History of Patten Shoes
Middle Ages was the period when technology of shoe making and fashion trends finally started advancing the manufacture of this very important part of human
attire. In the first millennia AD, the majority of European shoes was based on simple sandals and leather shoes made from animal
skins that were very uncomfortable and hard to wear and maintain for a long periods of time. It was not until 12th and 13th century that fashionable shoes
made for royalties and nobility arrived, and that opened door for manufacture of Patten shoes. Because lifestyle in Middle Ages demanded of wearers of such
quality footwear to often walk in public spaces where ground was muddy, wet, uneven, overgrown in vegetation and overall with minimal urban paving on
roads, the need to protect those shoes gave birth to special protective overshoes – pattens shoes (word patten was derived from French word “pate” which
means paw or hoof). They main objective was to secure themselves to the wearer by leather cloths or bands and elevate foot above the mud and dirt.
In Middle Ages patten shoes (created form wooden platforms, hinged wooden platforms, or stacked layers of leather) were carried by both males and females
in outdoor and public areas, where they served as an excellent protection against the unwanted dirt and mud. This protective mechanism was especially
popular during 15th century when shoes with exaggerated toe tips were at the heights of their popularity. By 17th century wider availability of metals
enabled the creation of patten shoes that consisted of metal ring that was connected with nails to the wooden sole that was several inches off the ground.

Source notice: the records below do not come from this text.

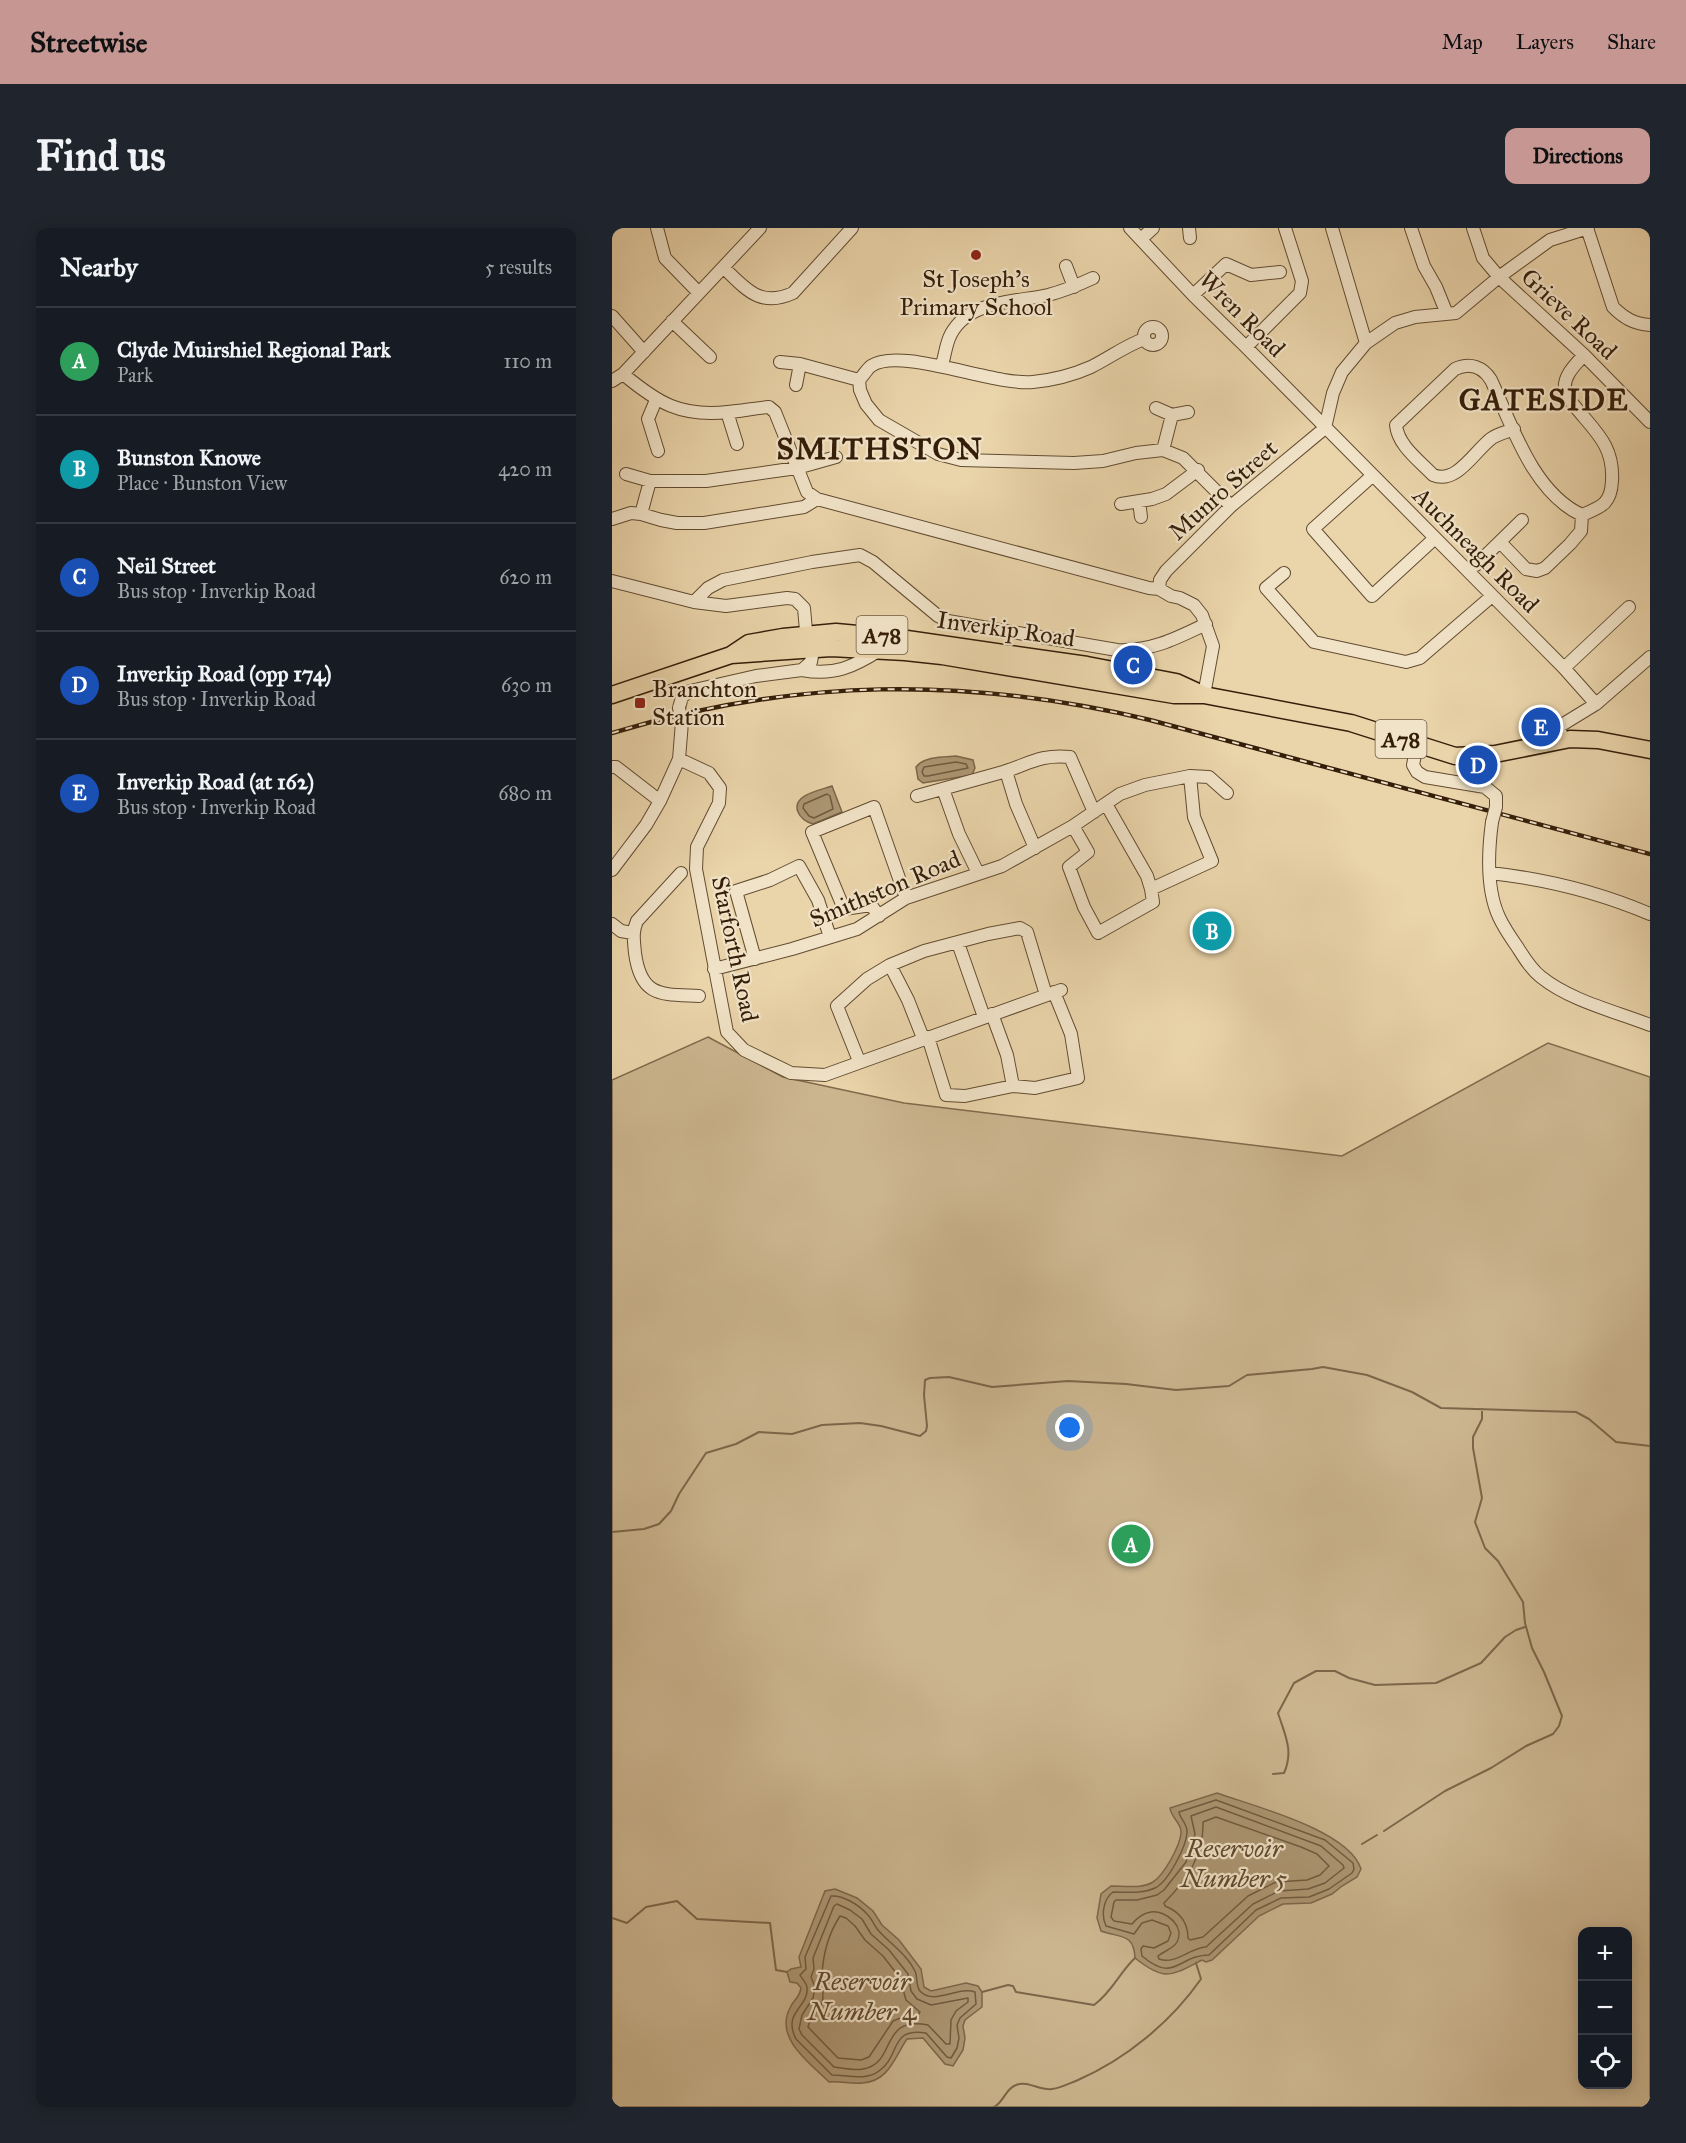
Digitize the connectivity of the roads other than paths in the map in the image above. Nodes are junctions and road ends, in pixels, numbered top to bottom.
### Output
1 (657, 228) edge
2 (760, 228) edge
3 (852, 228) edge
4 (1130, 228) edge
5 (1153, 228) edge
6 (1285, 228) edge
7 (1332, 228) edge
8 (1412, 228) edge
9 (1473, 228) edge
10 (1588, 228) edge
11 (1141, 239) junction
12 (1066, 266) dead end
13 (724, 268) junction
14 (1280, 272) dead end
15 (1499, 277) junction
16 (1093, 278) dead end
17 (1074, 286) junction
18 (699, 293) junction
19 (1193, 295) junction
20 (1447, 314) junction
21 (612, 316) edge
22 (672, 321) junction
23 (1650, 325) edge
24 (1144, 339) dead end
25 (1366, 343) junction
26 (1246, 347) junction
27 (644, 352) junction
28 (1584, 355) junction
29 (710, 357) dead end
30 (780, 362) dead end
31 (800, 364) junction
32 (942, 365) junction
33 (623, 374) junction
34 (859, 380) junction
35 (612, 381) edge
36 (796, 385) dead end
37 (656, 400) junction
38 (1156, 408) dead end
39 (727, 412) junction
40 (1188, 412) dead end
41 (1172, 415) junction
42 (1650, 422) edge
43 (1325, 428) junction
44 (1514, 429) junction
45 (737, 444) dead end
46 (1162, 450) junction
47 (658, 451) dead end
48 (836, 457) dead end
49 (797, 468) junction
50 (1198, 471) junction
51 (626, 474) dead end
52 (1372, 476) junction
53 (650, 481) junction
54 (817, 499) junction
55 (1139, 501) junction
56 (1121, 504) dead end
57 (1231, 506) junction
58 (641, 513) junction
59 (1582, 515) junction
60 (1141, 517) dead end
61 (612, 519) edge
62 (1522, 520) dead end
63 (1435, 538) junction
64 (1500, 542) junction
65 (1476, 565) dead end
66 (1284, 573) dead end
67 (612, 581) edge
68 (1159, 589) junction
69 (1492, 596) junction
70 (694, 602) junction
71 (1629, 608) dead end
72 (1206, 624) junction
73 (807, 642) junction
74 (881, 650) junction
75 (730, 655) junction
76 (751, 655) junction
77 (1650, 657) edge
78 (1564, 669) junction
79 (788, 670) junction
80 (802, 670) junction
81 (756, 675) junction
82 (612, 695) edge
83 (1204, 695) junction
84 (1596, 704) junction
85 (1561, 740) junction
86 (1418, 744) junction
87 (1650, 750) edge
88 (679, 759) junction
89 (612, 767) edge
90 (1006, 771) junction
91 (1190, 776) junction
92 (943, 789) junction
93 (1227, 793) dead end
94 (917, 796) dead end
95 (660, 801) junction
96 (1106, 804) junction
97 (1094, 812) junction
98 (1073, 826) junction
99 (1035, 848) junction
100 (612, 870) edge
101 (681, 873) dead end
102 (978, 873) junction
103 (1490, 873) junction
104 (1151, 889) junction
105 (906, 898) junction
106 (1650, 914) edge
107 (879, 916) junction
108 (612, 924) edge
109 (633, 933) junction
110 (830, 937) junction
111 (958, 943) junction
112 (755, 959) junction
113 (890, 965) junction
114 (714, 969) junction
115 (681, 981) dead end
116 (1054, 993) junction
117 (682, 995) junction
118 (699, 996) dead end
119 (988, 1015) junction
120 (1650, 1025) edge
121 (926, 1038) junction
122 (859, 1061) junction
123 (1013, 1086) junction

1 - 18 street
2 - 13 street
3 - 13 street
4 - 11 street, Wren Road
5 - 11 street
6 - 26 street
7 - 25 street
8 - 20 street
9 - 15 street, Grieve Road
10 - 15 street
10 - 23 street
11 - 19 street, Wren Road
12 - 17 street
13 - 18 street
14 - 19 street
15 - 20 street
15 - 28 street, Grieve Road
16 - 17 street
17 - 32 street
18 - 22 street
19 - 26 street, Wren Road
20 - 25 street
21 - 27 street
22 - 27 street
22 - 29 street
24 - 32 street
25 - 43 street
26 - 43 street, Wren Road
27 - 33 street
28 - 42 street, Grieve Road
28 - 59 street
30 - 31 street
31 - 34 street
31 - 36 street
32 - 34 street
33 - 35 street
33 - 37 street
34 - 46 street
37 - 39 street
37 - 47 street
38 - 41 street
39 - 45 street
39 - 49 street
40 - 41 street
41 - 46 street
43 - 52 street, Auchneagh Road
43 - 57 street, Munro Street
44 - 44 street
44 - 59 street
46 - 50 street
48 - 49 street
49 - 53 street
49 - 54 street
50 - 55 street
50 - 57 street
51 - 53 street
52 - 63 street, Auchneagh Road
52 - 63 street
53 - 58 street
54 - 58 street
54 - 68 street
55 - 56 street
55 - 60 street
57 - 68 street, Munro Street
58 - 61 street
59 - 64 street
62 - 64 street
63 - 69 street, Auchneagh Road
64 - 65 street
66 - 69 street
67 - 70 street
68 - 72 street
69 - 78 street, Auchneagh Road
70 - 72 street
70 - 73 street
71 - 78 street
72 - 83 street
73 - 74 highway, Inverkip Road / A78
73 - 75 highway, Inverkip Road / A78
73 - 76 highway, Inverkip Road / A78
73 - 79 street
73 - 80 street
73 - 83 highway, Inverkip Road / A78
74 - 80 street
74 - 83 highway, Inverkip Road / A78
75 - 76 highway, Inverkip Road / A78
75 - 82 highway, Inverkip Road / A78
76 - 81 street
77 - 84 street
78 - 84 street, Auchneagh Road
79 - 80 street
79 - 81 street
81 - 88 street, bridge
83 - 86 highway, Inverkip Road / A78
84 - 85 street
85 - 86 highway, Inverkip Road / A78
85 - 87 highway, Inverkip Road / A78
86 - 103 street, bridge
88 - 95 street
88 - 114 street, Starforth Road
89 - 95 street
90 - 92 street
90 - 97 street
90 - 99 street
91 - 93 street, Smithston Road
91 - 96 street, Smithston Road
91 - 104 street
92 - 94 street
92 - 102 street
95 - 100 street
96 - 97 street, Smithston Road
96 - 104 street
97 - 98 street, Smithston Road
98 - 99 street, Smithston Road
98 - 104 street
99 - 102 street, Smithston Road
101 - 109 street
102 - 105 street, Smithston Road
103 - 106 street
103 - 120 street
105 - 107 street, Smithston Road
105 - 107 street
107 - 110 street, Smithston Road
108 - 109 street
109 - 117 street
110 - 112 street, Smithston Road
110 - 112 street
111 - 113 street
111 - 116 street
111 - 119 street
112 - 114 street, Smithston Road
113 - 121 street
113 - 122 street
114 - 122 street, Starforth Road
115 - 117 street
116 - 119 street, Starforth Road
116 - 123 street
117 - 118 street
119 - 121 street, Starforth Road
119 - 123 street
121 - 122 street, Starforth Road
121 - 123 street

By that time, male fashion introduced more sturdily made boots with hard soles, and pattens remained in use only by women of high stature (as a help to
protect shoes and their very long dresses from touching the ground) and by lower class workers of both sex.
19th century finally marked the end of widespread patten shoes with the arrival of sturdy and cheap rubber galoshes, urban paving, and introduction of
dedicated pedestrian public roads – sidewalks.